**** Material for this task
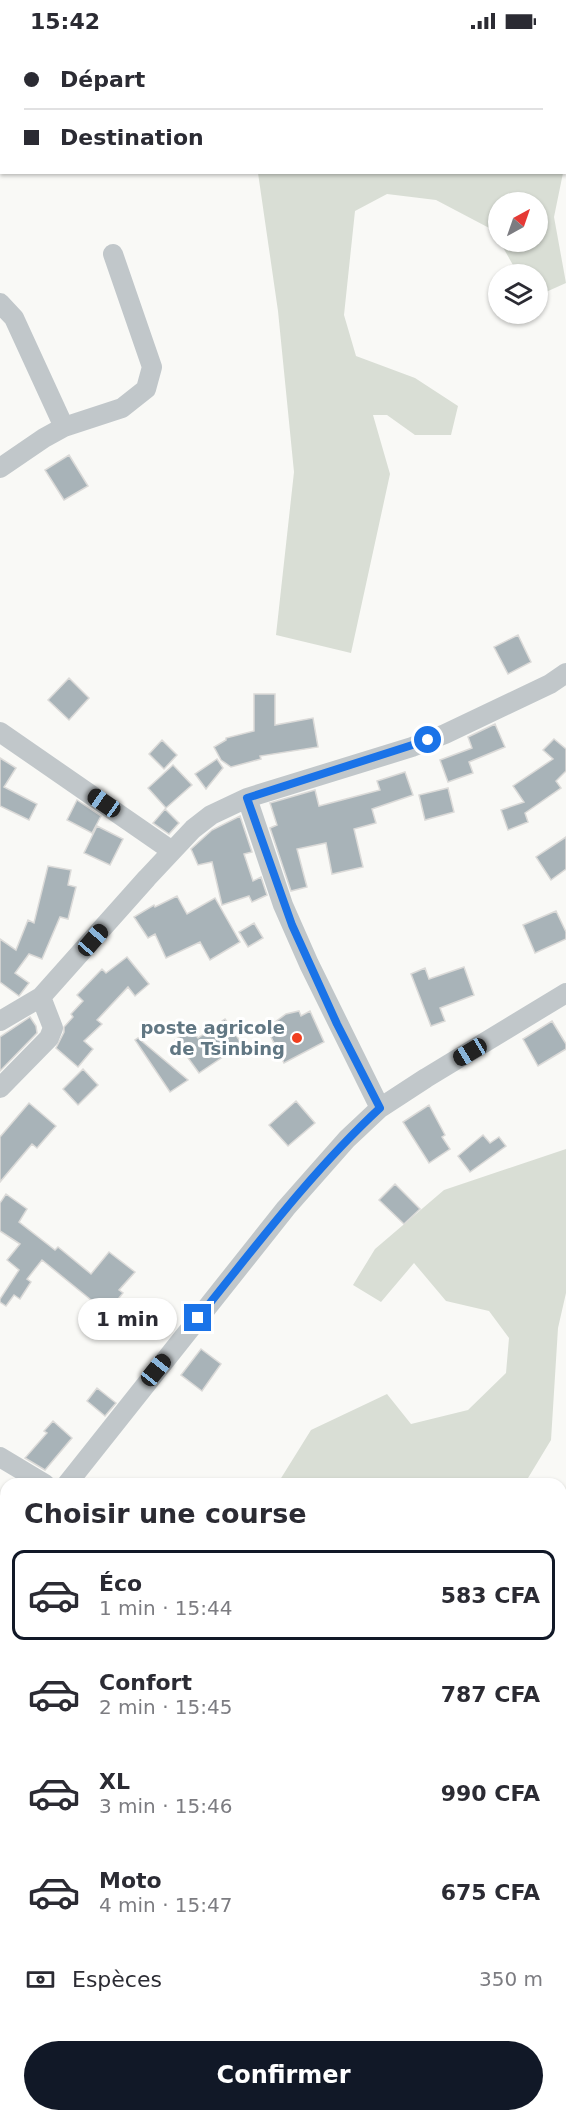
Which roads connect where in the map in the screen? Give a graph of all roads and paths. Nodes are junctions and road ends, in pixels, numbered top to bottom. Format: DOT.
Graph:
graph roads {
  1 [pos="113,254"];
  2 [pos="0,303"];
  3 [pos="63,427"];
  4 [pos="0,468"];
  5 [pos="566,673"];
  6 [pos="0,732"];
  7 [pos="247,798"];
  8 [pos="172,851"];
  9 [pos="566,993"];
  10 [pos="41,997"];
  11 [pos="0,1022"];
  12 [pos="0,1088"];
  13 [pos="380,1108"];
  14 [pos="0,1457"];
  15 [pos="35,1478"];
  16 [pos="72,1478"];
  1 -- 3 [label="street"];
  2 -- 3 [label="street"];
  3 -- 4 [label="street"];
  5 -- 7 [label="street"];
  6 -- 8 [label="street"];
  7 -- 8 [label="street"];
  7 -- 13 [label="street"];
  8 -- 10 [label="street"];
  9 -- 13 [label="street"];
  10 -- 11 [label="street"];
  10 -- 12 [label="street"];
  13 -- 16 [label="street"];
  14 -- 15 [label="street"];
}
********
*What to work on:*
Each of the lines above should be transcribed exactly; no image is to be copied.

*Answer:*
Which roads connect where in the map in the screen? Give a graph of all roads and paths. Nodes are junctions and road ends, in pixels, numbered top to bottom. Format: DOT.
Graph:
graph roads {
  1 [pos="113,254"];
  2 [pos="0,303"];
  3 [pos="63,427"];
  4 [pos="0,468"];
  5 [pos="566,673"];
  6 [pos="0,732"];
  7 [pos="247,798"];
  8 [pos="172,851"];
  9 [pos="566,993"];
  10 [pos="41,997"];
  11 [pos="0,1022"];
  12 [pos="0,1088"];
  13 [pos="380,1108"];
  14 [pos="0,1457"];
  15 [pos="35,1478"];
  16 [pos="72,1478"];
  1 -- 3 [label="street"];
  2 -- 3 [label="street"];
  3 -- 4 [label="street"];
  5 -- 7 [label="street"];
  6 -- 8 [label="street"];
  7 -- 8 [label="street"];
  7 -- 13 [label="street"];
  8 -- 10 [label="street"];
  9 -- 13 [label="street"];
  10 -- 11 [label="street"];
  10 -- 12 [label="street"];
  13 -- 16 [label="street"];
  14 -- 15 [label="street"];
}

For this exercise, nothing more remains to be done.